» PROBLEM REQUIREMENTS: Write the following entries out again exactly, skipping each image.

::::::

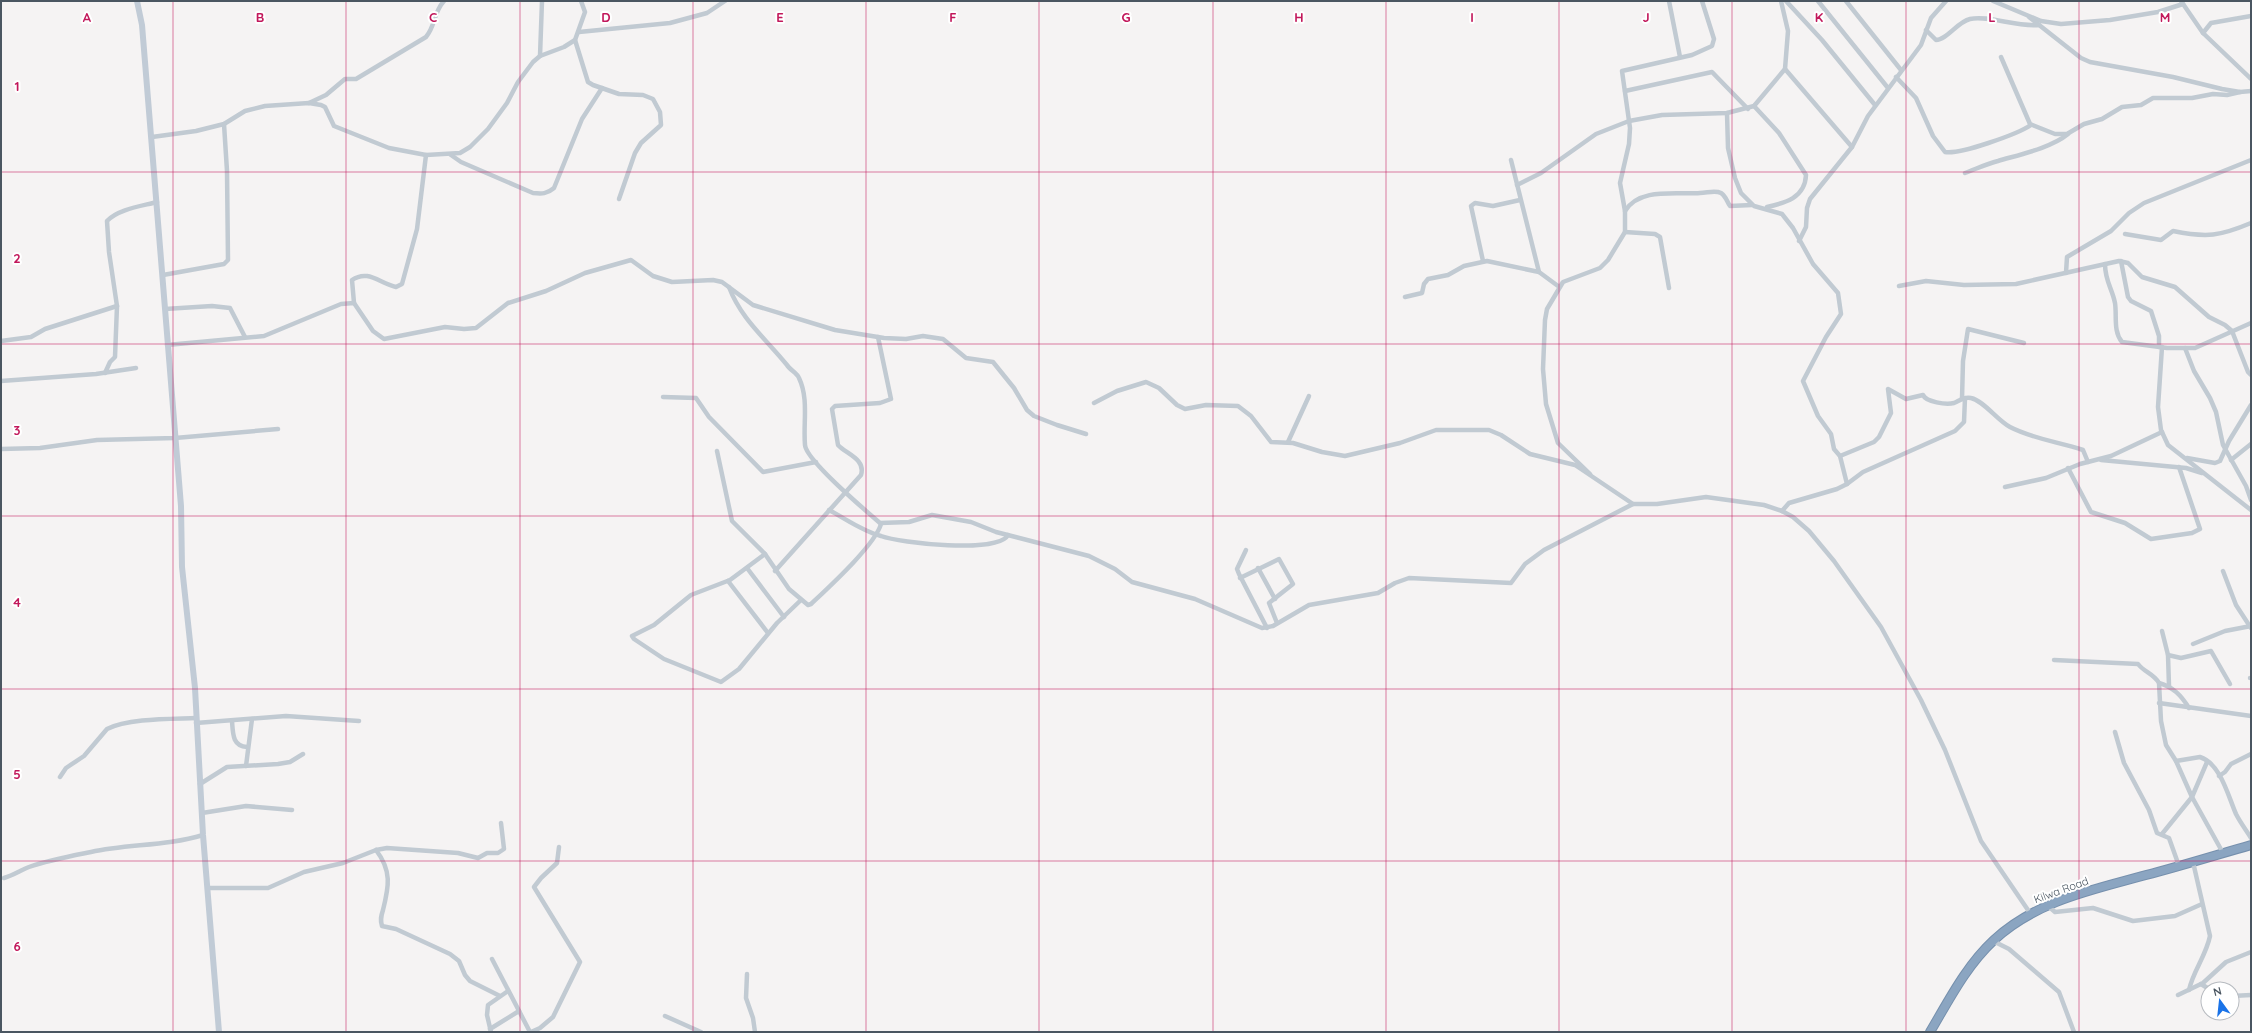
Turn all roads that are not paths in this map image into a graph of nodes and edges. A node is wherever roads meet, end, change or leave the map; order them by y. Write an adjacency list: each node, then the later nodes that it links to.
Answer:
1 (137, 1): 43 (main road)
2 (444, 1): 34 (street)
3 (542, 1): 22 (street)
4 (581, 1): 19 (street)
5 (725, 1): 19 (street)
6 (1669, 1): 23 (street)
7 (1702, 1): 23 (street)
8 (1781, 1): 25 (street)
9 (1786, 1): 35 (street)
10 (1818, 1): 30 (street)
11 (1846, 1): 26 (street)
12 (1946, 1): 18 (street)
13 (1993, 1): 16 (street)
14 (2182, 2): 16 (street); 20 (street)
15 (2251, 16): 20 (street)
16 (2029, 17): 17 (street)
17 (2038, 25): 18 (street); 33 (street)
18 (1926, 30): 26 (street)
19 (579, 32): 21 (street)
20 (2203, 32): 28 (street)
21 (575, 40): 22 (street); 29 (street)
22 (540, 56): 46 (street)
23 (1680, 57): 31 (street)
24 (2001, 57): 41 (street)
25 (1785, 69): 36 (street); 44 (street)
26 (1901, 70): 27 (street)
27 (1896, 77): 30 (street); 41 (street)
28 (2251, 79)
29 (602, 88): 46 (street); 51 (street)
30 (1888, 88): 35 (street)
31 (1625, 91): 37 (street); 39 (street)
32 (2251, 91): 33 (street)
33 (2240, 92): 42 (street)
34 (309, 104): 40 (street); 45 (street)
35 (1875, 105): 44 (street)
36 (1754, 106): 37 (street); 55 (street)
37 (1748, 109): 38 (street)
38 (1727, 113): 39 (street); 54 (street)
39 (1629, 121): 50 (street); 56 (street)
40 (224, 124): 43 (street); 66 (street)
41 (2031, 125): 42 (street)
42 (2069, 133): 49 (street)
43 (152, 137): 53 (main road)
44 (1852, 147): 60 (street)
45 (426, 155): 46 (street); 72 (street)
46 (451, 155)
47 (1511, 160): 50 (street)
48 (2251, 160): 65 (street)
49 (1965, 173)
50 (1516, 185): 52 (street)
51 (619, 199)
52 (1520, 200): 62 (street); 64 (street)
53 (157, 202): 66 (main road); 73 (street)
54 (1754, 206): 55 (street); 56 (street)
55 (1763, 208): 60 (street)
56 (1625, 211): 58 (street)
57 (2251, 223): 59 (street)
58 (1625, 232): 67 (street); 70 (street)
59 (2125, 234)
60 (1799, 241): 102 (street)
61 (2121, 260): 63 (street); 76 (street); 82 (street)
62 (1484, 261): 64 (street); 71 (street)
63 (2105, 264): 65 (street); 82 (street)
64 (1539, 272): 67 (street)
65 (2066, 273): 68 (street)
66 (163, 275): 74 (main road)
67 (1558, 286): 110 (street)
68 (1899, 286)
69 (729, 287): 72 (street); 78 (street); 106 (street)
70 (1669, 288)
71 (1405, 296)
72 (354, 303): 77 (street)
73 (117, 306): 79 (street); 85 (street)
74 (165, 309): 77 (street); 81 (main road)
75 (2251, 323): 76 (street)
76 (2232, 331): 83 (street); 86 (street)
77 (245, 337): 81 (street)
78 (878, 337): 95 (street); 114 (street)
79 (1, 341)
80 (2024, 343): 90 (street)
81 (167, 345): 96 (main road)
82 (2161, 347): 83 (street); 94 (street)
83 (2185, 348): 100 (street)
84 (136, 368): 85 (street)
85 (105, 373): 87 (street)
86 (2251, 375)
87 (1, 381)
88 (1310, 396): 97 (street)
89 (663, 397): 106 (street)
90 (1964, 398): 102 (street); 107 (street); 112 (street)
91 (1094, 403): 97 (street)
92 (2251, 405): 100 (street)
93 (278, 429): 96 (street)
94 (2162, 432): 103 (street); 104 (street)
95 (1086, 434)
96 (175, 438): 99 (street); 149 (main road)
97 (1288, 442): 110 (street)
98 (2251, 444): 105 (street)
99 (1, 449)
100 (2226, 450): 103 (street); 105 (street)
101 (717, 451): 124 (street)
102 (1840, 456): 112 (street)
103 (2185, 458): 111 (street)
104 (2097, 459): 107 (street); 108 (street)
105 (2231, 460): 115 (street)
106 (816, 462): 114 (street)
107 (2088, 462): 109 (street)
108 (2179, 467): 109 (street); 111 (street)
109 (2068, 468): 113 (street)
110 (1590, 474): 116 (street)
111 (2209, 476): 118 (street)
112 (1847, 484): 119 (street)
113 (2005, 487)
114 (844, 491): 117 (street); 120 (street)
115 (2251, 500)
116 (1633, 504): 119 (street); 134 (street)
117 (829, 510): 121 (street); 127 (street)
118 (2251, 510)
119 (1782, 511): 179 (street)
120 (881, 524): 121 (street); 122 (street)
121 (876, 535): 122 (street); 132 (street)
122 (1008, 535): 136 (street)
123 (1246, 550): 129 (street)
124 (765, 554): 125 (street); 127 (street)
125 (747, 568): 130 (street); 133 (street)
126 (1258, 568): 129 (street); 131 (street); 131 (street)
127 (775, 571): 132 (street)
128 (2223, 571): 135 (street)
129 (1240, 578): 136 (street)
130 (728, 581): 138 (street); 138 (street)
131 (1276, 599): 134 (street)
132 (801, 600): 133 (street)
133 (784, 617): 138 (street)
134 (1277, 623): 136 (street)
135 (2251, 626): 139 (street)
136 (1267, 628)
137 (2162, 631): 140 (street)
138 (768, 633)
139 (2194, 644)
140 (2168, 655): 143 (street); 144 (street)
141 (2054, 660): 142 (street)
142 (2159, 683): 144 (street); 145 (street)
143 (2230, 684)
144 (2168, 686): 146 (street)
145 (2159, 703): 146 (street); 156 (street)
146 (2189, 708): 147 (street)
147 (2251, 716)
148 (252, 719): 150 (street); 151 (street); 153 (street)
149 (196, 721): 150 (street); 160 (street); 161 (main road)
150 (232, 721): 153 (street)
151 (359, 721)
152 (2115, 732): 166 (street)
153 (247, 747): 158 (street)
154 (303, 754): 158 (street)
155 (2251, 754): 159 (street)
156 (2176, 761): 157 (street); 162 (street)
157 (2207, 762): 159 (street); 162 (street)
158 (246, 766): 161 (street)
159 (2219, 776): 168 (street)
160 (60, 777)
161 (200, 784): 164 (main road)
162 (2192, 797): 166 (street); 172 (street)
163 (292, 810): 164 (street)
164 (202, 813): 167 (main road)
165 (501, 823): 171 (street)
166 (2162, 834): 174 (street)
167 (203, 835): 175 (street); 176 (main road)
168 (2251, 838)
169 (2251, 845): 172 (highway, Kilwa Road)
170 (559, 847): 196 (street)
171 (376, 850): 176 (street); 190 (street)
172 (2223, 853): 173 (highway, Kilwa Road)
173 (2193, 862): 174 (highway, Kilwa Road); 177 (street)
174 (2180, 866): 178 (highway, Kilwa Road)
175 (4, 878)
176 (208, 888): 195 (main road)
177 (2202, 904): 178 (street); 186 (street)
178 (2047, 905): 179 (highway, Kilwa Road)
179 (2030, 913): 180 (highway, Kilwa Road)
180 (1993, 941): 199 (highway, Kilwa Road); 200 (street)
181 (2251, 952): 184 (street)
182 (492, 959): 187 (street)
183 (747, 974): 198 (street)
184 (2204, 981)
185 (2200, 984): 186 (street)
186 (2189, 990): 188 (street)
187 (508, 991): 190 (street); 192 (street)
188 (2178, 994)
189 (2251, 995): 191 (street)
190 (500, 996): 194 (street)
191 (2240, 996)
192 (519, 1011): 194 (street); 196 (street)
193 (665, 1016): 197 (street)
194 (490, 1030)
195 (219, 1032)
196 (530, 1032)
197 (702, 1032)
198 (755, 1032)
199 (1930, 1032)
200 (2074, 1032)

::::::

» RESULT OF THIS TASK:
Turn all roads that are not paths in this map image into a graph of nodes and edges. A node is wherever roads meet, end, change or leave the map; order them by y. Write an adjacency list: each node, then the later nodes that it links to.
Answer:
1 (137, 1): 43 (main road)
2 (444, 1): 34 (street)
3 (542, 1): 22 (street)
4 (581, 1): 19 (street)
5 (725, 1): 19 (street)
6 (1669, 1): 23 (street)
7 (1702, 1): 23 (street)
8 (1781, 1): 25 (street)
9 (1786, 1): 35 (street)
10 (1818, 1): 30 (street)
11 (1846, 1): 26 (street)
12 (1946, 1): 18 (street)
13 (1993, 1): 16 (street)
14 (2182, 2): 16 (street); 20 (street)
15 (2251, 16): 20 (street)
16 (2029, 17): 17 (street)
17 (2038, 25): 18 (street); 33 (street)
18 (1926, 30): 26 (street)
19 (579, 32): 21 (street)
20 (2203, 32): 28 (street)
21 (575, 40): 22 (street); 29 (street)
22 (540, 56): 46 (street)
23 (1680, 57): 31 (street)
24 (2001, 57): 41 (street)
25 (1785, 69): 36 (street); 44 (street)
26 (1901, 70): 27 (street)
27 (1896, 77): 30 (street); 41 (street)
28 (2251, 79)
29 (602, 88): 46 (street); 51 (street)
30 (1888, 88): 35 (street)
31 (1625, 91): 37 (street); 39 (street)
32 (2251, 91): 33 (street)
33 (2240, 92): 42 (street)
34 (309, 104): 40 (street); 45 (street)
35 (1875, 105): 44 (street)
36 (1754, 106): 37 (street); 55 (street)
37 (1748, 109): 38 (street)
38 (1727, 113): 39 (street); 54 (street)
39 (1629, 121): 50 (street); 56 (street)
40 (224, 124): 43 (street); 66 (street)
41 (2031, 125): 42 (street)
42 (2069, 133): 49 (street)
43 (152, 137): 53 (main road)
44 (1852, 147): 60 (street)
45 (426, 155): 46 (street); 72 (street)
46 (451, 155)
47 (1511, 160): 50 (street)
48 (2251, 160): 65 (street)
49 (1965, 173)
50 (1516, 185): 52 (street)
51 (619, 199)
52 (1520, 200): 62 (street); 64 (street)
53 (157, 202): 66 (main road); 73 (street)
54 (1754, 206): 55 (street); 56 (street)
55 (1763, 208): 60 (street)
56 (1625, 211): 58 (street)
57 (2251, 223): 59 (street)
58 (1625, 232): 67 (street); 70 (street)
59 (2125, 234)
60 (1799, 241): 102 (street)
61 (2121, 260): 63 (street); 76 (street); 82 (street)
62 (1484, 261): 64 (street); 71 (street)
63 (2105, 264): 65 (street); 82 (street)
64 (1539, 272): 67 (street)
65 (2066, 273): 68 (street)
66 (163, 275): 74 (main road)
67 (1558, 286): 110 (street)
68 (1899, 286)
69 (729, 287): 72 (street); 78 (street); 106 (street)
70 (1669, 288)
71 (1405, 296)
72 (354, 303): 77 (street)
73 (117, 306): 79 (street); 85 (street)
74 (165, 309): 77 (street); 81 (main road)
75 (2251, 323): 76 (street)
76 (2232, 331): 83 (street); 86 (street)
77 (245, 337): 81 (street)
78 (878, 337): 95 (street); 114 (street)
79 (1, 341)
80 (2024, 343): 90 (street)
81 (167, 345): 96 (main road)
82 (2161, 347): 83 (street); 94 (street)
83 (2185, 348): 100 (street)
84 (136, 368): 85 (street)
85 (105, 373): 87 (street)
86 (2251, 375)
87 (1, 381)
88 (1310, 396): 97 (street)
89 (663, 397): 106 (street)
90 (1964, 398): 102 (street); 107 (street); 112 (street)
91 (1094, 403): 97 (street)
92 (2251, 405): 100 (street)
93 (278, 429): 96 (street)
94 (2162, 432): 103 (street); 104 (street)
95 (1086, 434)
96 (175, 438): 99 (street); 149 (main road)
97 (1288, 442): 110 (street)
98 (2251, 444): 105 (street)
99 (1, 449)
100 (2226, 450): 103 (street); 105 (street)
101 (717, 451): 124 (street)
102 (1840, 456): 112 (street)
103 (2185, 458): 111 (street)
104 (2097, 459): 107 (street); 108 (street)
105 (2231, 460): 115 (street)
106 (816, 462): 114 (street)
107 (2088, 462): 109 (street)
108 (2179, 467): 109 (street); 111 (street)
109 (2068, 468): 113 (street)
110 (1590, 474): 116 (street)
111 (2209, 476): 118 (street)
112 (1847, 484): 119 (street)
113 (2005, 487)
114 (844, 491): 117 (street); 120 (street)
115 (2251, 500)
116 (1633, 504): 119 (street); 134 (street)
117 (829, 510): 121 (street); 127 (street)
118 (2251, 510)
119 (1782, 511): 179 (street)
120 (881, 524): 121 (street); 122 (street)
121 (876, 535): 122 (street); 132 (street)
122 (1008, 535): 136 (street)
123 (1246, 550): 129 (street)
124 (765, 554): 125 (street); 127 (street)
125 (747, 568): 130 (street); 133 (street)
126 (1258, 568): 129 (street); 131 (street); 131 (street)
127 (775, 571): 132 (street)
128 (2223, 571): 135 (street)
129 (1240, 578): 136 (street)
130 (728, 581): 138 (street); 138 (street)
131 (1276, 599): 134 (street)
132 (801, 600): 133 (street)
133 (784, 617): 138 (street)
134 (1277, 623): 136 (street)
135 (2251, 626): 139 (street)
136 (1267, 628)
137 (2162, 631): 140 (street)
138 (768, 633)
139 (2194, 644)
140 (2168, 655): 143 (street); 144 (street)
141 (2054, 660): 142 (street)
142 (2159, 683): 144 (street); 145 (street)
143 (2230, 684)
144 (2168, 686): 146 (street)
145 (2159, 703): 146 (street); 156 (street)
146 (2189, 708): 147 (street)
147 (2251, 716)
148 (252, 719): 150 (street); 151 (street); 153 (street)
149 (196, 721): 150 (street); 160 (street); 161 (main road)
150 (232, 721): 153 (street)
151 (359, 721)
152 (2115, 732): 166 (street)
153 (247, 747): 158 (street)
154 (303, 754): 158 (street)
155 (2251, 754): 159 (street)
156 (2176, 761): 157 (street); 162 (street)
157 (2207, 762): 159 (street); 162 (street)
158 (246, 766): 161 (street)
159 (2219, 776): 168 (street)
160 (60, 777)
161 (200, 784): 164 (main road)
162 (2192, 797): 166 (street); 172 (street)
163 (292, 810): 164 (street)
164 (202, 813): 167 (main road)
165 (501, 823): 171 (street)
166 (2162, 834): 174 (street)
167 (203, 835): 175 (street); 176 (main road)
168 (2251, 838)
169 (2251, 845): 172 (highway, Kilwa Road)
170 (559, 847): 196 (street)
171 (376, 850): 176 (street); 190 (street)
172 (2223, 853): 173 (highway, Kilwa Road)
173 (2193, 862): 174 (highway, Kilwa Road); 177 (street)
174 (2180, 866): 178 (highway, Kilwa Road)
175 (4, 878)
176 (208, 888): 195 (main road)
177 (2202, 904): 178 (street); 186 (street)
178 (2047, 905): 179 (highway, Kilwa Road)
179 (2030, 913): 180 (highway, Kilwa Road)
180 (1993, 941): 199 (highway, Kilwa Road); 200 (street)
181 (2251, 952): 184 (street)
182 (492, 959): 187 (street)
183 (747, 974): 198 (street)
184 (2204, 981)
185 (2200, 984): 186 (street)
186 (2189, 990): 188 (street)
187 (508, 991): 190 (street); 192 (street)
188 (2178, 994)
189 (2251, 995): 191 (street)
190 (500, 996): 194 (street)
191 (2240, 996)
192 (519, 1011): 194 (street); 196 (street)
193 (665, 1016): 197 (street)
194 (490, 1030)
195 (219, 1032)
196 (530, 1032)
197 (702, 1032)
198 (755, 1032)
199 (1930, 1032)
200 (2074, 1032)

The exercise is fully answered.